Computers are so fast these days that you should be able to consider them absolute magic. Everything that you could possibly imagine should happen between the 60ths of a second of the refresh rate. And yet, when I click the volume icon on my microsoft surface laptop (pretty new), there is a VISIBLE DELAY as the machine gradually builds up a new user interface element, and eventually works out what icons to draw and has them pop-in and they go live. It takes ACTUAL TIME. I suspect a half second, which in CPU time, is like a billion fucking years.
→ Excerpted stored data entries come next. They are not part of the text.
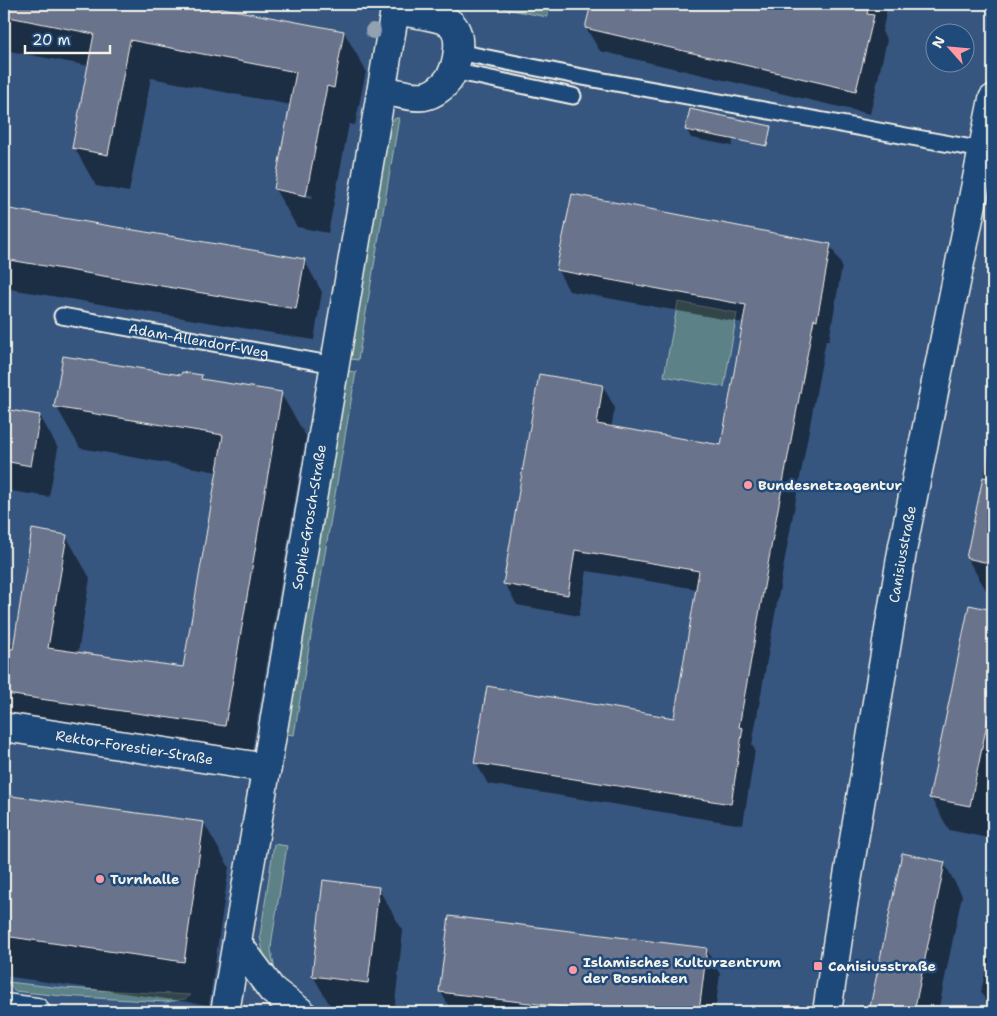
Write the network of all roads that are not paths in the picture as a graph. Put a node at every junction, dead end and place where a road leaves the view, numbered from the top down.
1 (390, 7) edge
2 (456, 61) junction
3 (382, 90) junction
4 (573, 96) dead end
5 (993, 99) edge
6 (983, 150) junction
7 (62, 316) dead end
8 (335, 365) junction
9 (4, 727) edge
10 (267, 768) junction
11 (236, 943) junction
12 (4, 1008) edge
13 (36, 1012) edge
14 (225, 1012) edge
15 (301, 1012) edge
16 (827, 1012) edge

1 - 2 street, Sophie-Grosch-Straße
1 - 3 street, Sophie-Grosch-Straße
2 - 3 street
2 - 4 lane
2 - 6 lane
3 - 8 street, Sophie-Grosch-Straße
5 - 6 street, Canisiusstraße
6 - 16 street, Canisiusstraße
7 - 8 lane, Adam-Allendorf-Weg
8 - 10 street, Sophie-Grosch-Straße
9 - 10 street, Rektor-Forestier-Straße
10 - 11 street, Sophie-Grosch-Straße
11 - 14 street, Sophie-Grosch-Straße
11 - 15 street
12 - 13 street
If I’m right and (conservatively), we have 99% wastage on our PCS, we are wasting 99% of the computer energy consumption too. This is beyond criminal. And to do what? I have no idea, but a quick look at task manager on my PC shows a metric fuckton of bloated crap doing god knows what. All I’m doing is typing this blog post. Windows has 102 background processes running. My nvidia graphics card currently has 6 of them, and some of those have sub tasks. To do what? I’m not running a game right now, I’m using about the same feature set from a video card driver as I would have done TWENTY years ago, but 6 processes are required.

Microsoft edge web view has 6 processes too, as does Microsoft edge too. I don’t even use Microsoft edge. I think I opened an SVG file in it yesterday, and here we are, another 12 useless pieces of code wasting memory, and probably polling the cpu as well.

This is utter, utter madness. Its why nothing seems to work, why everything is slow, why you need a new phone every year, and a new TV to load those bloated streaming apps, that also must be running code this bad.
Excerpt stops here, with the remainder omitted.